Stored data
——————————

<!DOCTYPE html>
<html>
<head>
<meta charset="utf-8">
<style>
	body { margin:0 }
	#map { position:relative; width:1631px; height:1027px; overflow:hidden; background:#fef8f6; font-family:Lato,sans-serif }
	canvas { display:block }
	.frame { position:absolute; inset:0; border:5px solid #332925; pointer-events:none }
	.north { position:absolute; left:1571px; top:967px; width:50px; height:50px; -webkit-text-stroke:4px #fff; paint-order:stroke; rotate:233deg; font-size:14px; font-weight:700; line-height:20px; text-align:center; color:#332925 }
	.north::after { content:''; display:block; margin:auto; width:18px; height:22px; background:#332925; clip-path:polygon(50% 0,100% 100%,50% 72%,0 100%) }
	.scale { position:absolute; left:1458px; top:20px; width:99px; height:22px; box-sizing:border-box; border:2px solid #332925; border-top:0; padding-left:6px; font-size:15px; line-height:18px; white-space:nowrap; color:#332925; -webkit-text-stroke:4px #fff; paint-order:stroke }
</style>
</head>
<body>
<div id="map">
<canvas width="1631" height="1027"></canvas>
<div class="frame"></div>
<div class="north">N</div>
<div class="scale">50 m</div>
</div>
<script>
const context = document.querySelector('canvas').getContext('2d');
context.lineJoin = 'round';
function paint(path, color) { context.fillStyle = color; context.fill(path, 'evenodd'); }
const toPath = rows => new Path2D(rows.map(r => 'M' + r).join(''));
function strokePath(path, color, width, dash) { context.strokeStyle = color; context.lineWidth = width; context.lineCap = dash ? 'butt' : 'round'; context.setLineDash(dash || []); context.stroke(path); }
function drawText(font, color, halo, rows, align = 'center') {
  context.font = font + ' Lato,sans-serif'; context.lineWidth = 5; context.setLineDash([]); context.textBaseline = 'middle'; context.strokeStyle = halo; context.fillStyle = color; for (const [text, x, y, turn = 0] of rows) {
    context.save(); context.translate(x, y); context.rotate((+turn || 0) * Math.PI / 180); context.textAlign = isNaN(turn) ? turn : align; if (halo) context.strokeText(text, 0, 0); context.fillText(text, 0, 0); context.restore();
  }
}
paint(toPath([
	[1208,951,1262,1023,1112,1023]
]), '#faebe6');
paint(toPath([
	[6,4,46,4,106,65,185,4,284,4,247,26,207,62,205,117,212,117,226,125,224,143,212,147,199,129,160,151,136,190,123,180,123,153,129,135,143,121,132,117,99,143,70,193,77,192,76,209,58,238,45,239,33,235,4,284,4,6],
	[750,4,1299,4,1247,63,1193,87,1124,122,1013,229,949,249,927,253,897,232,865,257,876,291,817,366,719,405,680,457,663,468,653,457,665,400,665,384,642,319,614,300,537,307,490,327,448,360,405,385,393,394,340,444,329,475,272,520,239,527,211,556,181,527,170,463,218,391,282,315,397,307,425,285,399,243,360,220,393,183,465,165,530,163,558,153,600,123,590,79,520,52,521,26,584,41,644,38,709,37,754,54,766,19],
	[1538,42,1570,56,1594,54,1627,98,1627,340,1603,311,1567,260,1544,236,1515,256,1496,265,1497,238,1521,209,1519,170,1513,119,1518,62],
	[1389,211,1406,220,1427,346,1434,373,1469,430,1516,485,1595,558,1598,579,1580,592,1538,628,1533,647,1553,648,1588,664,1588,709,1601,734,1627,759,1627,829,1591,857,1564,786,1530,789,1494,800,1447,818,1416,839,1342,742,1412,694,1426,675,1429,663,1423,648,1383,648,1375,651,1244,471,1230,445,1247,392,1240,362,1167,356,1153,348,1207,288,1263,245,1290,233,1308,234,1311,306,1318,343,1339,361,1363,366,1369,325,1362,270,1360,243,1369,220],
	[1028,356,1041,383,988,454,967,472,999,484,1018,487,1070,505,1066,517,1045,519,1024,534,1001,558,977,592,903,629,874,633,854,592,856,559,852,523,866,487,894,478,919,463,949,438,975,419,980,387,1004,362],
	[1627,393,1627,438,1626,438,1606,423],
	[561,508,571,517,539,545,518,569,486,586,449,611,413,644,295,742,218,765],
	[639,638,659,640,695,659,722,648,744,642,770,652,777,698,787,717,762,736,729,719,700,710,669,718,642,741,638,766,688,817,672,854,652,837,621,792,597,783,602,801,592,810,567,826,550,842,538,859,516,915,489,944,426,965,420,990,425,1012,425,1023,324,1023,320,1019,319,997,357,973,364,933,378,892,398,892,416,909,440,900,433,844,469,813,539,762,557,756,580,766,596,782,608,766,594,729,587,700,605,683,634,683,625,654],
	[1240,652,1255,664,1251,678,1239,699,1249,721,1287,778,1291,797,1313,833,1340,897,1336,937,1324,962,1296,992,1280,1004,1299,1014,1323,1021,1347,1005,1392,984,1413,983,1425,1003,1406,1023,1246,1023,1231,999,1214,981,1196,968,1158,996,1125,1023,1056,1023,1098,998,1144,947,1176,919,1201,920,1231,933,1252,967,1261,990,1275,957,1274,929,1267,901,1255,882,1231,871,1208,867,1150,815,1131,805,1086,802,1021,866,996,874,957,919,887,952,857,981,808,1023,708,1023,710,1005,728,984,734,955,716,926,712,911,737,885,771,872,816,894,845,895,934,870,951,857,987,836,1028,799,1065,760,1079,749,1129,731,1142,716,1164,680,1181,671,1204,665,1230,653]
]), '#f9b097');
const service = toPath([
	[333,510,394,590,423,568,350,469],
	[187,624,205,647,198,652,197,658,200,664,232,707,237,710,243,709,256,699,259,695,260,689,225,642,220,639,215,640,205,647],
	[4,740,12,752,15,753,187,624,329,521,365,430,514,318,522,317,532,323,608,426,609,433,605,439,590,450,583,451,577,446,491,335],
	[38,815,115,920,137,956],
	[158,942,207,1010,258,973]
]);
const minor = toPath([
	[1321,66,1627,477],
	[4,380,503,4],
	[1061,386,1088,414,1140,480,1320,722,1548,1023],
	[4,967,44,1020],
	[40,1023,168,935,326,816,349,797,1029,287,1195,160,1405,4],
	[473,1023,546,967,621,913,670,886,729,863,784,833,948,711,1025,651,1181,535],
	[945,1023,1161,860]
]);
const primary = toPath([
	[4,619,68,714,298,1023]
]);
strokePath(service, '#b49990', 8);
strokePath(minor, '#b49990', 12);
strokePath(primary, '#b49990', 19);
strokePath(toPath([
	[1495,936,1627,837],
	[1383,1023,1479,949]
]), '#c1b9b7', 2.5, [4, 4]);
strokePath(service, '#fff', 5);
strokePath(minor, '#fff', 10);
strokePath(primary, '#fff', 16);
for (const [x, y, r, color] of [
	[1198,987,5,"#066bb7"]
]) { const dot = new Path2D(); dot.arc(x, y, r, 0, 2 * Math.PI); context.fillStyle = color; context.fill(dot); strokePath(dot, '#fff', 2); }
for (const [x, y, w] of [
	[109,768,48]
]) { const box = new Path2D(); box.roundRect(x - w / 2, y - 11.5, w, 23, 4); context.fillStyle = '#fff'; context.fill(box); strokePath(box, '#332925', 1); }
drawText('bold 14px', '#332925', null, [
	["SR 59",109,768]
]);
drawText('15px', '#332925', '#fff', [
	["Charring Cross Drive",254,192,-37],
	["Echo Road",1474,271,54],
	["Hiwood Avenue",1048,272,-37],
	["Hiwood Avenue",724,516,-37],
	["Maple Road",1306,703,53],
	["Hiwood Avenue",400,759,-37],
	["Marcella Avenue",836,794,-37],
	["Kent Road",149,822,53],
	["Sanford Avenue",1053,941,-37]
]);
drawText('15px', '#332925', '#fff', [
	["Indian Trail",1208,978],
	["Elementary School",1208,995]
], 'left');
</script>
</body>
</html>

——————————

=== Task to carry out ===
Starting at the top of the data above, repeat every line exactly until the line containing "[1208,951,1262,1023,1112,1023]" has been given, then stop.

=== Exercise response ===
<!DOCTYPE html>
<html>
<head>
<meta charset="utf-8">
<style>
	body { margin:0 }
	#map { position:relative; width:1631px; height:1027px; overflow:hidden; background:#fef8f6; font-family:Lato,sans-serif }
	canvas { display:block }
	.frame { position:absolute; inset:0; border:5px solid #332925; pointer-events:none }
	.north { position:absolute; left:1571px; top:967px; width:50px; height:50px; -webkit-text-stroke:4px #fff; paint-order:stroke; rotate:233deg; font-size:14px; font-weight:700; line-height:20px; text-align:center; color:#332925 }
	.north::after { content:''; display:block; margin:auto; width:18px; height:22px; background:#332925; clip-path:polygon(50% 0,100% 100%,50% 72%,0 100%) }
	.scale { position:absolute; left:1458px; top:20px; width:99px; height:22px; box-sizing:border-box; border:2px solid #332925; border-top:0; padding-left:6px; font-size:15px; line-height:18px; white-space:nowrap; color:#332925; -webkit-text-stroke:4px #fff; paint-order:stroke }
</style>
</head>
<body>
<div id="map">
<canvas width="1631" height="1027"></canvas>
<div class="frame"></div>
<div class="north">N</div>
<div class="scale">50 m</div>
</div>
<script>
const context = document.querySelector('canvas').getContext('2d');
context.lineJoin = 'round';
function paint(path, color) { context.fillStyle = color; context.fill(path, 'evenodd'); }
const toPath = rows => new Path2D(rows.map(r => 'M' + r).join(''));
function strokePath(path, color, width, dash) { context.strokeStyle = color; context.lineWidth = width; context.lineCap = dash ? 'butt' : 'round'; context.setLineDash(dash || []); context.stroke(path); }
function drawText(font, color, halo, rows, align = 'center') {
  context.font = font + ' Lato,sans-serif'; context.lineWidth = 5; context.setLineDash([]); context.textBaseline = 'middle'; context.strokeStyle = halo; context.fillStyle = color; for (const [text, x, y, turn = 0] of rows) {
    context.save(); context.translate(x, y); context.rotate((+turn || 0) * Math.PI / 180); context.textAlign = isNaN(turn) ? turn : align; if (halo) context.strokeText(text, 0, 0); context.fillText(text, 0, 0); context.restore();
  }
}
paint(toPath([
	[1208,951,1262,1023,1112,1023]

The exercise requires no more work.